Collected data entries
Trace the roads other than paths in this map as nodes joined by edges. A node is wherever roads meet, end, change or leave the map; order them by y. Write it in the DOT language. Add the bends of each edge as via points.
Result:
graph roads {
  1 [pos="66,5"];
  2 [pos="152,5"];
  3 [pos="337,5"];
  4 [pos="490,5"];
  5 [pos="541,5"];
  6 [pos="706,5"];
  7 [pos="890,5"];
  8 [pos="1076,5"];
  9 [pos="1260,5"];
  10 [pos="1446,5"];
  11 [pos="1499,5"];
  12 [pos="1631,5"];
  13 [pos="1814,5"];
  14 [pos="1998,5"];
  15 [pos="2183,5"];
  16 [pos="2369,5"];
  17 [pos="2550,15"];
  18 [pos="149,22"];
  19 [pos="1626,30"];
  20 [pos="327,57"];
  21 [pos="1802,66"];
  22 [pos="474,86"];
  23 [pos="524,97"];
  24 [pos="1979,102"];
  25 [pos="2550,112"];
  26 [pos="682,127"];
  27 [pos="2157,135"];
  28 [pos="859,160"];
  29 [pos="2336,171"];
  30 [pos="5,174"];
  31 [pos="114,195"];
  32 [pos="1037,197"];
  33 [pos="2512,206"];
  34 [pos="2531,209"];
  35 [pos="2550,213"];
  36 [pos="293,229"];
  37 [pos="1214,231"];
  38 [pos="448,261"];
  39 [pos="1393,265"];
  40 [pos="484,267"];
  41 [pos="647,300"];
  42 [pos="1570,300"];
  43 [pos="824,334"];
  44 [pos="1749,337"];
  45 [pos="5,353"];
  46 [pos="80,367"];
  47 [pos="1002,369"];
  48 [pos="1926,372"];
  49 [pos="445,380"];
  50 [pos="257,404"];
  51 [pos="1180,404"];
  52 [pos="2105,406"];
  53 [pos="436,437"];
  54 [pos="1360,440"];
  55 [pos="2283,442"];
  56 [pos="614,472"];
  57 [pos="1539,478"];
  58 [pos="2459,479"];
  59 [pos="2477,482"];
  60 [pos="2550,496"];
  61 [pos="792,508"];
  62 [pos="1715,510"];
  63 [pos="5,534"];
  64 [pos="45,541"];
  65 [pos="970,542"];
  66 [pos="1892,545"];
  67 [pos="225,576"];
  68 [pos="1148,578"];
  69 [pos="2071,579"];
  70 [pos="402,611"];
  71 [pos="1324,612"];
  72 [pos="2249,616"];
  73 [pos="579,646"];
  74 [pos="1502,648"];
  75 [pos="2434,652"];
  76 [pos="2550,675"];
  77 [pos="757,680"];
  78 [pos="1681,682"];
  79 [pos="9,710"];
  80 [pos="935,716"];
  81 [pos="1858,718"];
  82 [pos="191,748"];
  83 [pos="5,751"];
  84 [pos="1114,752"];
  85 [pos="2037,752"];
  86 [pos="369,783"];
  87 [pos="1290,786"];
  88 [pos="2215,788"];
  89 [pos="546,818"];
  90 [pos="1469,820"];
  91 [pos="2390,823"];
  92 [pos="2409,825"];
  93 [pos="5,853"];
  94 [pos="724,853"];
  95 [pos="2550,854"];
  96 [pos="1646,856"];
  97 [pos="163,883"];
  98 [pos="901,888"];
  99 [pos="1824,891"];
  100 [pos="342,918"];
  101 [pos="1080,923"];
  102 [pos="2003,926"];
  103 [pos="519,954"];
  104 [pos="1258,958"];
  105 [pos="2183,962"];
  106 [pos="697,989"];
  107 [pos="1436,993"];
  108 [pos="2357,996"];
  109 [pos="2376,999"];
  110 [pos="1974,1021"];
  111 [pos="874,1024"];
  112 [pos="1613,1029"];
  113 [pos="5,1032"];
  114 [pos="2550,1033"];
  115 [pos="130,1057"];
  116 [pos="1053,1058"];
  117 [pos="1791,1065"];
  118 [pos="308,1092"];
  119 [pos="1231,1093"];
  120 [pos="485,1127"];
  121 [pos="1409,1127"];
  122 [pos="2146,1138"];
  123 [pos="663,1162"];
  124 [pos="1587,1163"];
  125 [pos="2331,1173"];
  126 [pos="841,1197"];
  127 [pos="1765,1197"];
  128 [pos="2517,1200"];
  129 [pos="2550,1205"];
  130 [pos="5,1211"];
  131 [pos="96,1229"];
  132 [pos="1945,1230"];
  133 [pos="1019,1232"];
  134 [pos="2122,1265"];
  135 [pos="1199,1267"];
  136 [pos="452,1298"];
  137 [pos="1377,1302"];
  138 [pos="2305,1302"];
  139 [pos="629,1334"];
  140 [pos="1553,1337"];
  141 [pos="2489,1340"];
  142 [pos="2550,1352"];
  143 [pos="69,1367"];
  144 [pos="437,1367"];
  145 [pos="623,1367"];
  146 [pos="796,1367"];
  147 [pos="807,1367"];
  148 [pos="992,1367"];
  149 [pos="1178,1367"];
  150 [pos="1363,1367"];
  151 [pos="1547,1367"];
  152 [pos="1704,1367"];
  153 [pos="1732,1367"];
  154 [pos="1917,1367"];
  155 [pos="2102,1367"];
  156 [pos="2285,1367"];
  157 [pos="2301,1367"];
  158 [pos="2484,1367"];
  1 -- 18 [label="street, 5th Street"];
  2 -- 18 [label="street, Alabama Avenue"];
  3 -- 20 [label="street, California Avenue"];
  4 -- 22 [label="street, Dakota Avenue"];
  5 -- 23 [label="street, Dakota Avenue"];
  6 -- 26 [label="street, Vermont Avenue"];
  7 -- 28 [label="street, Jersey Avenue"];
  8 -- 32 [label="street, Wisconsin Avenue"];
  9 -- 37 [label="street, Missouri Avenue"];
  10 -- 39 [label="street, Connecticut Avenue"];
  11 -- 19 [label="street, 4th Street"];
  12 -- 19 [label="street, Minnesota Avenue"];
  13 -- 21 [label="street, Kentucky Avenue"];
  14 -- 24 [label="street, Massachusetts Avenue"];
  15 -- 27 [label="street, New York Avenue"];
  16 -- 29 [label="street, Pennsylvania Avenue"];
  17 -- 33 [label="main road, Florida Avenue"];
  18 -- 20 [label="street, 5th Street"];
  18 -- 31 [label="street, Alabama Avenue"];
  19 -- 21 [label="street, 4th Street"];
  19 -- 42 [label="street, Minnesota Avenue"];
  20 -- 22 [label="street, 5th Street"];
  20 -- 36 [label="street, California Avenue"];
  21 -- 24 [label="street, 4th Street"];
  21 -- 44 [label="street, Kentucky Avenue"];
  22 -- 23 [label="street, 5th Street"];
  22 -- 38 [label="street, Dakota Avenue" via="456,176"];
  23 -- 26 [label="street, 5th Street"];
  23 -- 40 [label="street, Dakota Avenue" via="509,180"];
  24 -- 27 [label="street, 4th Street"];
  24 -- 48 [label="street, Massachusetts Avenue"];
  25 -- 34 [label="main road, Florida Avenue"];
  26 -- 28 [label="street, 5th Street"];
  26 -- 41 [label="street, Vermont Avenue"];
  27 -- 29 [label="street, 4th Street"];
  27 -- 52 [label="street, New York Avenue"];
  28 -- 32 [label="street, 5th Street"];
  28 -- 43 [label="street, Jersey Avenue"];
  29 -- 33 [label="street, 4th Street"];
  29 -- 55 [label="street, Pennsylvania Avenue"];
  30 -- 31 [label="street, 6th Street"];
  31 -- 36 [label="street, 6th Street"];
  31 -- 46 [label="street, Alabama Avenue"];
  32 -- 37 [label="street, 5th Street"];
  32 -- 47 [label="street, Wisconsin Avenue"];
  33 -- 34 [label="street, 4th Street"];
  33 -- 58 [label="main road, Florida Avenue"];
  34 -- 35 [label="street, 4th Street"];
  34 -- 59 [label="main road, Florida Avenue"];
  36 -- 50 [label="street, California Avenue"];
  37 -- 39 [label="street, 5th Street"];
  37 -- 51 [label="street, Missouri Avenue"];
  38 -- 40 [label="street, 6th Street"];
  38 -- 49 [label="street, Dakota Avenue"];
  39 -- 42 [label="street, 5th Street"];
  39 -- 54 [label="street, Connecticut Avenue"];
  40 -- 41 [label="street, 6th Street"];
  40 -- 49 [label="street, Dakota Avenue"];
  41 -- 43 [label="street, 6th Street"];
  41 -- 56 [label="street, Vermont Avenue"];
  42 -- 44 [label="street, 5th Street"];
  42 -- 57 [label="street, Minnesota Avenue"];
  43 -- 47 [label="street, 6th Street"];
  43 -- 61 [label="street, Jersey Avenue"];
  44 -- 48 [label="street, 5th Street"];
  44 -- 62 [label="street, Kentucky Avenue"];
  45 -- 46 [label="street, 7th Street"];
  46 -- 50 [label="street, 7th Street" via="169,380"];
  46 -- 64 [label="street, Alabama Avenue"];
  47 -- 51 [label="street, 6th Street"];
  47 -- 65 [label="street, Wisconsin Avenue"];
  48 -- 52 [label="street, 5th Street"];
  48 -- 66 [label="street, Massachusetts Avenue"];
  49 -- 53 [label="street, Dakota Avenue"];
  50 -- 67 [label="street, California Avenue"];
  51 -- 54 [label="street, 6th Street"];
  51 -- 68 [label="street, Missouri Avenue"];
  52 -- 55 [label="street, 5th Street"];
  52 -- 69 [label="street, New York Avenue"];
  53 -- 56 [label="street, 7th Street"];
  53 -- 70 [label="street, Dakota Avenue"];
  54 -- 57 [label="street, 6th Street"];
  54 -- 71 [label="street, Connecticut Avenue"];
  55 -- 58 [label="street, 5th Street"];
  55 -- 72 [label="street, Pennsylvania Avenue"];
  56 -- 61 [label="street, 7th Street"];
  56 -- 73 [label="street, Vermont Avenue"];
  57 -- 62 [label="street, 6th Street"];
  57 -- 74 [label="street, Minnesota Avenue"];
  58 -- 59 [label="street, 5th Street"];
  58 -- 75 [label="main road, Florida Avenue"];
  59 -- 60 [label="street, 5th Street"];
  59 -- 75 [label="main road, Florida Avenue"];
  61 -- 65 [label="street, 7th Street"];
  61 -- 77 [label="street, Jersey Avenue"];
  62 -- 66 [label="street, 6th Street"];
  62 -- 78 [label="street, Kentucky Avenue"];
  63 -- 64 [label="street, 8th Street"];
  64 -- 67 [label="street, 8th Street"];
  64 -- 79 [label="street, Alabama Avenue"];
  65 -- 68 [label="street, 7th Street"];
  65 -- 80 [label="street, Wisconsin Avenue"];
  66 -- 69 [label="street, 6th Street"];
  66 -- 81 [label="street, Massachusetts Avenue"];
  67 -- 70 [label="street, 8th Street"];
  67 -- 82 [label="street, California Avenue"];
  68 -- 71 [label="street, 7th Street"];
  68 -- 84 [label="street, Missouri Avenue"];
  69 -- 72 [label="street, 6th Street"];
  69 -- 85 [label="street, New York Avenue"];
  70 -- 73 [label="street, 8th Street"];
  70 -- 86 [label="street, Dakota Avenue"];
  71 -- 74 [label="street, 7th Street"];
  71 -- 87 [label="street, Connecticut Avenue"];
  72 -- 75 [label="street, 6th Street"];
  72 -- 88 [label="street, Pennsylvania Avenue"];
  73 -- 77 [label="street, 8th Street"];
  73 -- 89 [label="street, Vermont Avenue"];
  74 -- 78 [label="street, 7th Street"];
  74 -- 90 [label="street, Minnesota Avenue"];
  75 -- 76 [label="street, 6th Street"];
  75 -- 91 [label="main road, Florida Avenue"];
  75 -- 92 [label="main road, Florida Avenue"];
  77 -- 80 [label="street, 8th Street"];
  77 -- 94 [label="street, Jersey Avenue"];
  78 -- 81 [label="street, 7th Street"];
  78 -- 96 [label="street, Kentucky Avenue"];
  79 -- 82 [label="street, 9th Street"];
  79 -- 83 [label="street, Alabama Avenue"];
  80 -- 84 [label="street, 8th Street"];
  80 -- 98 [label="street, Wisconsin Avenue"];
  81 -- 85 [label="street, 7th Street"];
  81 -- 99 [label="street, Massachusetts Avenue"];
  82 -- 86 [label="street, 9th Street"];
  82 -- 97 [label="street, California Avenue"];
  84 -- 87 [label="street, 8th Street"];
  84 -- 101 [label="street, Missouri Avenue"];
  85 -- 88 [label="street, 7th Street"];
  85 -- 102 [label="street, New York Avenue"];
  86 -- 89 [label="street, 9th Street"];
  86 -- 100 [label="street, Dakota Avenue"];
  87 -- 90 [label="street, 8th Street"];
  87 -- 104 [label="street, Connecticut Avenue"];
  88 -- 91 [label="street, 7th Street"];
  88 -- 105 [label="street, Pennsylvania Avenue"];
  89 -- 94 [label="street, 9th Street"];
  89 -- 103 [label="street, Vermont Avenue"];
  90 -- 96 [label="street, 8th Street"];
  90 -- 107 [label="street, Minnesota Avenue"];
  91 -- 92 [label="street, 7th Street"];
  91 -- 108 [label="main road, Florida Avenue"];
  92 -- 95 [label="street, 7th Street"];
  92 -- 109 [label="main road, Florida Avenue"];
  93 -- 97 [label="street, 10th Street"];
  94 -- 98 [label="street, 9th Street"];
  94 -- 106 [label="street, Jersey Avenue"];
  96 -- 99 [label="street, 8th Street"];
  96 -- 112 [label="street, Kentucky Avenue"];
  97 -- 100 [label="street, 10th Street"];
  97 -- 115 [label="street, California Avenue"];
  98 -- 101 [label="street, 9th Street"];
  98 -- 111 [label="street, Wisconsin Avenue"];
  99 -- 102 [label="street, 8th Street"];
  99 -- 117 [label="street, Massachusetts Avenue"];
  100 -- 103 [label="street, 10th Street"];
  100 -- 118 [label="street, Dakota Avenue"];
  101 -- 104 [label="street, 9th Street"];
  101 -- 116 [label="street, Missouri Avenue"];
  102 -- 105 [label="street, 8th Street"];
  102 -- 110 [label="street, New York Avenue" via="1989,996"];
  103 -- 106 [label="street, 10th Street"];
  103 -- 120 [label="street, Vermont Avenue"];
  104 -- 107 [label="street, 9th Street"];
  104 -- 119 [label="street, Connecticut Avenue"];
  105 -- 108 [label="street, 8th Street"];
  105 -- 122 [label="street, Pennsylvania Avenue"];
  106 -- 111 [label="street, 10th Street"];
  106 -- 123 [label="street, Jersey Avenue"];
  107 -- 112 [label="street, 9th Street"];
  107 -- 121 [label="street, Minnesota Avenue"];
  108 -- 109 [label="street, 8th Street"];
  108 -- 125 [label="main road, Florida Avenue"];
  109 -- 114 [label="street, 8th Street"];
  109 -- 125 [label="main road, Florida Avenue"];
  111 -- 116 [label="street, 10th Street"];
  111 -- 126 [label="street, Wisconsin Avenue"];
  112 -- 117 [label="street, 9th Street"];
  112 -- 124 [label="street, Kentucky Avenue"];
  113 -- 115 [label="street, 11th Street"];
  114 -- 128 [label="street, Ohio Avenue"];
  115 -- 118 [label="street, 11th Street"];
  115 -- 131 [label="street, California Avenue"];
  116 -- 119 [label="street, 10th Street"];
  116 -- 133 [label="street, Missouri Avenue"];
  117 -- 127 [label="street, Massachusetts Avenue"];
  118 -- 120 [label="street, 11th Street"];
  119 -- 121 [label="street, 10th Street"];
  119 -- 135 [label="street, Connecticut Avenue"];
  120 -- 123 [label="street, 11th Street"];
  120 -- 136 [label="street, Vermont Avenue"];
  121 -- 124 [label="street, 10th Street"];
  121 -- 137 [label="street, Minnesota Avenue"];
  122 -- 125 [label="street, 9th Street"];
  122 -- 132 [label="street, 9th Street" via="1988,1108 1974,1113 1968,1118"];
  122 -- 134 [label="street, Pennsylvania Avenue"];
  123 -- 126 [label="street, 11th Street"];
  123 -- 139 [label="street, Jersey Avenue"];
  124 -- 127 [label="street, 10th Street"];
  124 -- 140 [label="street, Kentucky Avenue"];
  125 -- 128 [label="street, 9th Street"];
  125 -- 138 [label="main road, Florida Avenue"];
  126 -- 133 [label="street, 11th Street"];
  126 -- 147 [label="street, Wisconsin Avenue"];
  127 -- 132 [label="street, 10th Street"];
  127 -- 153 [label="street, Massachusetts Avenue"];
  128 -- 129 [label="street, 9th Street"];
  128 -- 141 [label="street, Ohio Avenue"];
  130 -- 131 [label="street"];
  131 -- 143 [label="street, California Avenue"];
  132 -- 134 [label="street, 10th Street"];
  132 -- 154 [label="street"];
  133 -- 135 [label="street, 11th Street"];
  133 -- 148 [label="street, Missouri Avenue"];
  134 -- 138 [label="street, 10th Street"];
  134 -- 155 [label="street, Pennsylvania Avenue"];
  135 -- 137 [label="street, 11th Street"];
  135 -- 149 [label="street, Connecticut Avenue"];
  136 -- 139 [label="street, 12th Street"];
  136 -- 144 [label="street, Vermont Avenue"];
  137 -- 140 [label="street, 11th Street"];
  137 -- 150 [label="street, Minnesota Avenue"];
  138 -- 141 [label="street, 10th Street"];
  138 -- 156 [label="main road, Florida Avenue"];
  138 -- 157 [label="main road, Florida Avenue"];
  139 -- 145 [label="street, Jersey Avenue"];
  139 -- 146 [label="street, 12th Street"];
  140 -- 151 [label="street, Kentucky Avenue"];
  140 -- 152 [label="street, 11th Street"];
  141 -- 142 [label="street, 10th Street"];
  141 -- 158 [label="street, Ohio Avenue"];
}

**WHAT YOU SHOULD DO:** Where does "roads" appear in the records above? Copy each line that holds it.

**EXERCISE OUTPUT:**
Trace the roads other than paths in this map as nodes joined by edges. A node is wherever roads meet, end, change or leave the map; order them by y. Write it in the DOT language. Add the bends of each edge as via points.
graph roads {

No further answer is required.